This block of the course required me to choose a product from my home or workplace and use the eco design strategy wheel technique to identify ways that the product might be improved to reduce the products impact on the environment over its life cycle from cradle to grave – I chose to write about the fridge freezer.

This image of a man pushing a fridge freezer in a pram, I felt summed up perfectly my work in this block - re-use, re-manufacture, recycle.

This image of a man pushing a fridge freezer in a pram, I felt summed up perfectly my work in this block – re-use, re-manufacture, recycle.

The project work this time around was on idea development and concept design and involved:

  • Generating alternative product ideas
  • Assessing and selecting a product idea
  • Concept design
  • Project management

I concentrated on the absolutely essential requirements of the product, namely:

  • Seating
  • Control Interface
  • Energy Storage
  • Drive System
  • Machine-Terrain Interface

I also carried out an evaluation of products currently on the market, an evaluation of the features used in cars for the disabled, a survey to get some more detailed feedback on my ideas and some further research among potential users, manufacturers and other organisations.

My research of existing products indicated that there were 3 commonly used designs:

  • Trikes / bicycles
  • Wheelchair style designs
  • Go kart style designs

At the end of this block it was decided that the project design would use an existing design for adults, known as the Boma for its core system but would be scaled down by approximately one third, with modifications introduced to suit the needs of a child and specific requirements on a one off basis.

The Boma from Molten Rock – an off road wheelchair that can go over almost any terrain and allows those with severe physical disabilities the chance to take up outdoor pursuits. The electric design is powered by two batteries that can run for 16 miles over rough terrain; it includes fully independent suspension, a lightweight steel frame, mountain bike technology and can be broken down and put in the back of a car for easy transportation.

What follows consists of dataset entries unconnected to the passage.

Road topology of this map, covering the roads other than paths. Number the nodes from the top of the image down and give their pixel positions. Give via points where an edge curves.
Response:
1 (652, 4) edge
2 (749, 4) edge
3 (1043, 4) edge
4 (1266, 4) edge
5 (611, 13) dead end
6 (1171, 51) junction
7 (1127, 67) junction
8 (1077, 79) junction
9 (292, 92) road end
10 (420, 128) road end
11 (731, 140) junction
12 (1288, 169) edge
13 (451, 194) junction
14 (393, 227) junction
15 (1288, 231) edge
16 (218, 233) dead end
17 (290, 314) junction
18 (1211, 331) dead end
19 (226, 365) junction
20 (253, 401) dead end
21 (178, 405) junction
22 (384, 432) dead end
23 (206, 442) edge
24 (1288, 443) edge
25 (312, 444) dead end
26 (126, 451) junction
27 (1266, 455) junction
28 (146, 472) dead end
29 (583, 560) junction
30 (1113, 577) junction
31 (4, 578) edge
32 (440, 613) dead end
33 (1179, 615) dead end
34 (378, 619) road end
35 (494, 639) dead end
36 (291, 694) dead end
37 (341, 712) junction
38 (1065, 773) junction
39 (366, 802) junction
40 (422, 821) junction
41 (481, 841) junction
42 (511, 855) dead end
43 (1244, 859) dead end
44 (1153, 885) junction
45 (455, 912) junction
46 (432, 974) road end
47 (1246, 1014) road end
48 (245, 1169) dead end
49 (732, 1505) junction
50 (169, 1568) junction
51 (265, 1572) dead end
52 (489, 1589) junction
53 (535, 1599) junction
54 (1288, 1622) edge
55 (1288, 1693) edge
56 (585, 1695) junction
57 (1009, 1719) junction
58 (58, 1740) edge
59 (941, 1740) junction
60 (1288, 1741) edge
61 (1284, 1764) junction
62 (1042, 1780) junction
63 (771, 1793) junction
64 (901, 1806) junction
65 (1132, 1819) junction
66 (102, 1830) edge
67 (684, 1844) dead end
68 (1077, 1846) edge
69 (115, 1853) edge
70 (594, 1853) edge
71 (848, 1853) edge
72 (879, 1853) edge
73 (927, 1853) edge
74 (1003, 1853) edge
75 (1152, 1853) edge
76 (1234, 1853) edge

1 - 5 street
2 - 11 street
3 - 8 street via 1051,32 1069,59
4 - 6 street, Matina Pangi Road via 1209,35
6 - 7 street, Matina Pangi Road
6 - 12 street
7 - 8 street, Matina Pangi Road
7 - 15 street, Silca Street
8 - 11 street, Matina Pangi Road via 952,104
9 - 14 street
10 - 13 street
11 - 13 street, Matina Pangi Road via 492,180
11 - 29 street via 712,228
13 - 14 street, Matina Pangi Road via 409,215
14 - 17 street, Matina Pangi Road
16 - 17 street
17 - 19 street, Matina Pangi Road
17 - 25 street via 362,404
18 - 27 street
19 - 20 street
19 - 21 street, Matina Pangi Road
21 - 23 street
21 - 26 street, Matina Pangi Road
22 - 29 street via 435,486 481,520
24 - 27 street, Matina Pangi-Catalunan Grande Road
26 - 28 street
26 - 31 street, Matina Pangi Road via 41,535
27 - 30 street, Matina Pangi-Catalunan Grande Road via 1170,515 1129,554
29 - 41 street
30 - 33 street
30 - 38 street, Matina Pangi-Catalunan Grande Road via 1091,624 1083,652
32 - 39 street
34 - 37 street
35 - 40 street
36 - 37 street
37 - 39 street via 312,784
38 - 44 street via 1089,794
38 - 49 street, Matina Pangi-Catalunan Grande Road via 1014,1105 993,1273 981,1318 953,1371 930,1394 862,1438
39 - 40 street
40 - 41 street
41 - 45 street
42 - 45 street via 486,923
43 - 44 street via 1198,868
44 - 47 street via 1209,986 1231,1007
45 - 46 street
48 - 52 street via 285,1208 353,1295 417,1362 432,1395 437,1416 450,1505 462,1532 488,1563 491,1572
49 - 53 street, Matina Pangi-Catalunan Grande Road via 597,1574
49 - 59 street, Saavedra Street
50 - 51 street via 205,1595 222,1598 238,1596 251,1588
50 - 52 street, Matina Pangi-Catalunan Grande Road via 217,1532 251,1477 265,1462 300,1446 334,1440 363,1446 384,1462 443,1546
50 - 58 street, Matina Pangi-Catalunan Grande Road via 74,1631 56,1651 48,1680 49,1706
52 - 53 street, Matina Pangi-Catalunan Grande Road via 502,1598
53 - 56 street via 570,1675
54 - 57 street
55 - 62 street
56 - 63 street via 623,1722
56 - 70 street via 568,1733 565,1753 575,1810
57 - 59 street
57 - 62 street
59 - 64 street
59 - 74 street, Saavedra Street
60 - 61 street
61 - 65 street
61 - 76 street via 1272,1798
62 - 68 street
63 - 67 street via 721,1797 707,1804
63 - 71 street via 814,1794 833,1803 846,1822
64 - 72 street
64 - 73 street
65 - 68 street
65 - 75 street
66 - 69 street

I also started to investigate the feasibility of producing a modular / build your own type product rather than a one size fits all type of design, for example buying a basic product which can be adjusted and adapted for an individual as necessary or a design which could be rented or updated as and when a child’s needs changed, with the parts being recycled / re-used for another child. Environmental issues such as material and energy sources were also considered at this stage.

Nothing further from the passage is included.